Here’s how it works:
First, thank the prospect for their interest and the opportunity to meet them in person or to talk with other members of their team. Then, ask if you can run through a few quick questions over the phone first, just to make sure you better understand their situation.
“Do you have a budget already set aside for this project?”
Before you take much more time with the prospect, you want to make sure they’ve earmarked funds for this effort. Sounds like a no-brainer, but it’s surprising how many people have said they’ve wanted to meet me right away … yet didn’t even have final approval to move forward with the project in question.
While on the subject of money, some people suggest that you ask the prospect for his or her budgeted amount. I prefer to give them a rough estimate of what I charge for such a project. That will immediately screen out those who aren’t able (or willing) to pay my fees.

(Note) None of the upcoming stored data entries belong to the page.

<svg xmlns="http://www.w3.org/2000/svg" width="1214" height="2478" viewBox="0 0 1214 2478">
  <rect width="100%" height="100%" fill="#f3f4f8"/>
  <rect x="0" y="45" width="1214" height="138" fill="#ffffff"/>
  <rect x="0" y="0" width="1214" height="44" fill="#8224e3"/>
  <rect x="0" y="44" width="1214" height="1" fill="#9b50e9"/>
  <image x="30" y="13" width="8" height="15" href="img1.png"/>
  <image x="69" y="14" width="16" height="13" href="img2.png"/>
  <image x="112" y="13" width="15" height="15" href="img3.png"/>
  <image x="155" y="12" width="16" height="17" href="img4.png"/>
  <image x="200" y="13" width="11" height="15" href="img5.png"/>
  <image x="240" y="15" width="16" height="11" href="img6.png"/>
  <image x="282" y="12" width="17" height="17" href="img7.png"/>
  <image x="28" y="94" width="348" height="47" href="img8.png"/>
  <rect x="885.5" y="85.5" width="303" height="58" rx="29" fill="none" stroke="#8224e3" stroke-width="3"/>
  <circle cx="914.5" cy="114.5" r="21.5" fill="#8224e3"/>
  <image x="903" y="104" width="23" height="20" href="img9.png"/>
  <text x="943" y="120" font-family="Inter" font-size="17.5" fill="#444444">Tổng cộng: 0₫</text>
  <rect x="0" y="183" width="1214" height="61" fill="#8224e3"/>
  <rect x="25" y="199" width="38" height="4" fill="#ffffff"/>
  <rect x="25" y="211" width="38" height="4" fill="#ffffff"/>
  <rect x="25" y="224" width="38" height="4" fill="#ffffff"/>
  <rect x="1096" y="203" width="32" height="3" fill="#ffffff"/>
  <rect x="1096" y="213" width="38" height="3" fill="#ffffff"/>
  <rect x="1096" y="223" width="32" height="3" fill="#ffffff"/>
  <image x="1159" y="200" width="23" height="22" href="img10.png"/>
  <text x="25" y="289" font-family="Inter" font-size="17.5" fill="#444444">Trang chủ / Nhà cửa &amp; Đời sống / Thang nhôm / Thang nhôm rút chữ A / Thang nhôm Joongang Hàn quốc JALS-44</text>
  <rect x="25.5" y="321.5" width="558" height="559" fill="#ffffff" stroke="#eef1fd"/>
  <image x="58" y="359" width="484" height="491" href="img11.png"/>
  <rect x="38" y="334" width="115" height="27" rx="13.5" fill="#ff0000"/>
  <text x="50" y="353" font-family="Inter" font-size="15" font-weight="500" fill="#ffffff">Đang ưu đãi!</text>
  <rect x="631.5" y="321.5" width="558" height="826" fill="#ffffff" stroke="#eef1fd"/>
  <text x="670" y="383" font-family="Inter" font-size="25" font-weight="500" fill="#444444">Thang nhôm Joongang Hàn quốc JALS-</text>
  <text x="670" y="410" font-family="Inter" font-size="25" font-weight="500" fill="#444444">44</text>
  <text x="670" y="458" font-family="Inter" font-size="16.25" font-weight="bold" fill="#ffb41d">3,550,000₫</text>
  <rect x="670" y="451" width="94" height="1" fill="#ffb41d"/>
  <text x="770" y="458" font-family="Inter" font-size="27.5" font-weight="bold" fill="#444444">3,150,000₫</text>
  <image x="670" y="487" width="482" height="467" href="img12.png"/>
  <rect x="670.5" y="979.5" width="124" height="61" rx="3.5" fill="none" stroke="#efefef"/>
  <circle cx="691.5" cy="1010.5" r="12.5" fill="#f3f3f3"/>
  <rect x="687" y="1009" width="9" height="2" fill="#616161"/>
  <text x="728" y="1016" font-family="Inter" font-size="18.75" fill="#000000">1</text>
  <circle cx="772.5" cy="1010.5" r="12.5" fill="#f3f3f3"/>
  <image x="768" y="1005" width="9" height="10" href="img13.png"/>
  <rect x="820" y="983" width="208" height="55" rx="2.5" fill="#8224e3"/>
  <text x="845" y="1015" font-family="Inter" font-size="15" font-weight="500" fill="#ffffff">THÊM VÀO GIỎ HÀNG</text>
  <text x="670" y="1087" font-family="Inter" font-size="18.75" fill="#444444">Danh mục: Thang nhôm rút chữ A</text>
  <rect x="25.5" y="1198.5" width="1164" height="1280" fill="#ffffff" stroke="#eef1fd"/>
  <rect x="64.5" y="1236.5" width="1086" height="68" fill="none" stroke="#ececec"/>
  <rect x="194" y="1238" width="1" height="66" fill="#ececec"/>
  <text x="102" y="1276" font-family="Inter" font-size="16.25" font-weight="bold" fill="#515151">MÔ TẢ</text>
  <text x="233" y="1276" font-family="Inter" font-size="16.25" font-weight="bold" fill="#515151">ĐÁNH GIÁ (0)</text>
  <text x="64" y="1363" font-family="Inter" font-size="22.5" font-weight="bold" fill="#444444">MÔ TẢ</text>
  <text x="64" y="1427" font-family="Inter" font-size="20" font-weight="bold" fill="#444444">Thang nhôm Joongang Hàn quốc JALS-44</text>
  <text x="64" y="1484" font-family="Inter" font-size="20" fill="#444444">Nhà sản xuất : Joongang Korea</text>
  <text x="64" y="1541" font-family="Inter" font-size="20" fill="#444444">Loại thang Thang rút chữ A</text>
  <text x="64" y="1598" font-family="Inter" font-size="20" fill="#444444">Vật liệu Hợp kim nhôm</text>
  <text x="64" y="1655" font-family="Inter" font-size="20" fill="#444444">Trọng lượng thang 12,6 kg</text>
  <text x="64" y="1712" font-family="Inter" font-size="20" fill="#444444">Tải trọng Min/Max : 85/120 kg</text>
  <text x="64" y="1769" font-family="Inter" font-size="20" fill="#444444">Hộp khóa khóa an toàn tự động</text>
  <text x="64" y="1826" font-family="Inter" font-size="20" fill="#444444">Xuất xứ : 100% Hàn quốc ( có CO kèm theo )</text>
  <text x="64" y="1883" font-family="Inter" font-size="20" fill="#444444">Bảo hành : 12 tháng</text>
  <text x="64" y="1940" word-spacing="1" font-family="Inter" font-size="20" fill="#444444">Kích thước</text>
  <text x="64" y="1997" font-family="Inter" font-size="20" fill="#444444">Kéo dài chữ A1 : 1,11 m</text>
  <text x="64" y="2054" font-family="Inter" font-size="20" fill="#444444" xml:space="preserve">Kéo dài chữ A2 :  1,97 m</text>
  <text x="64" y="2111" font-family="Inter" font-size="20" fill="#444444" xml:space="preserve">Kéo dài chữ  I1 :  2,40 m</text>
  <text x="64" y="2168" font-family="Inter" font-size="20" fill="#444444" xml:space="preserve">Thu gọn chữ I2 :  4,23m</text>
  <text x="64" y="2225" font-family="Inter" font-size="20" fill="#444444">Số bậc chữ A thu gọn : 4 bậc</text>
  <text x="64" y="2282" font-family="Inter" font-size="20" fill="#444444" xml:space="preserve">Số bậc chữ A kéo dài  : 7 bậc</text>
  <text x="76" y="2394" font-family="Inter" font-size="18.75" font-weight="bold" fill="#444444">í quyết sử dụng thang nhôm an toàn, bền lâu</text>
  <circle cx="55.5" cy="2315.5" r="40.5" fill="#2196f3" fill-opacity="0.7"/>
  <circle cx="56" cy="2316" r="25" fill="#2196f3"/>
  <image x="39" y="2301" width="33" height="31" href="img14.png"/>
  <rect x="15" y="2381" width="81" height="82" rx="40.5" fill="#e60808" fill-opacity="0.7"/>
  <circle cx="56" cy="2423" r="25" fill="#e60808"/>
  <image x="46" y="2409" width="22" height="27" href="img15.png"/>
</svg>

“Mind if I ask who will make the final decision on hiring the freelancer for this project?”
If it’s someone other than the person you’re talking with, ask if the decision-maker can be part of this initial in-person or phone meeting. There’s no use driving all over town or scheduling call after call, only to have to come back another day to meet the head honcho.
By the way, if you feel a bit uneasy asking this question, don’t worry. If they’ve been in business for more than a few months, your prospect has heard it before and will (or should!) respect you for asking it.
“Have you identified a specific project you want to discuss?”
You might already have the answer, but I come across prospects all the time who don’t even know what they want from me. They feel they need a web copywriter, but they haven’t identified an actual project. Or, they haven’t really defined which pages they want written — or why! Everything else being equal, you want to make sure they either have something scoped out or are very close to doing so.
“When are you looking to get started on this project?”
Not long ago, I talked with a prospect who wanted to meet me right away. But, when I asked her this question, she told me that they couldn’t get started on the project for another three months. (Hmmm, three months? Any chance we can put off this meeting for another two months … ?)
I’ve found that the further out the project is slated to start, the higher the chances that it will be delayed, put on hold, or scrapped altogether. So, whenever possible, you want to put off lengthy discussions until your prospect is ready to get things started.
Naturally, you’ll have to apply common sense to this formula. You can’t expect a perfect score every time. In fact, you should temper prospects’ responses with other important factors.
For instance, consider how they found you, the company’s name and reputation, and any other valuable insider information (maybe someone on the inside has told you how desperate they are for a web copywriter with your qualifications or skills!).
One final tip: Before you invest your valuable time putting together a proposal, you should run through these same questions with your prospect, just to make sure a proposal is justified. I typically spend 30 – 60 minutes thinking through and assembling a detailed proposal. So, I want to only dedicate that kind of time to projects I have a high chance of winning.
Try out this BANT technique next time you get a new prospect asking you to drive to their office or to chat with everyone on their team. It could very well save you (and the prospect) a lot of time. And, it will help position you as a true business professional.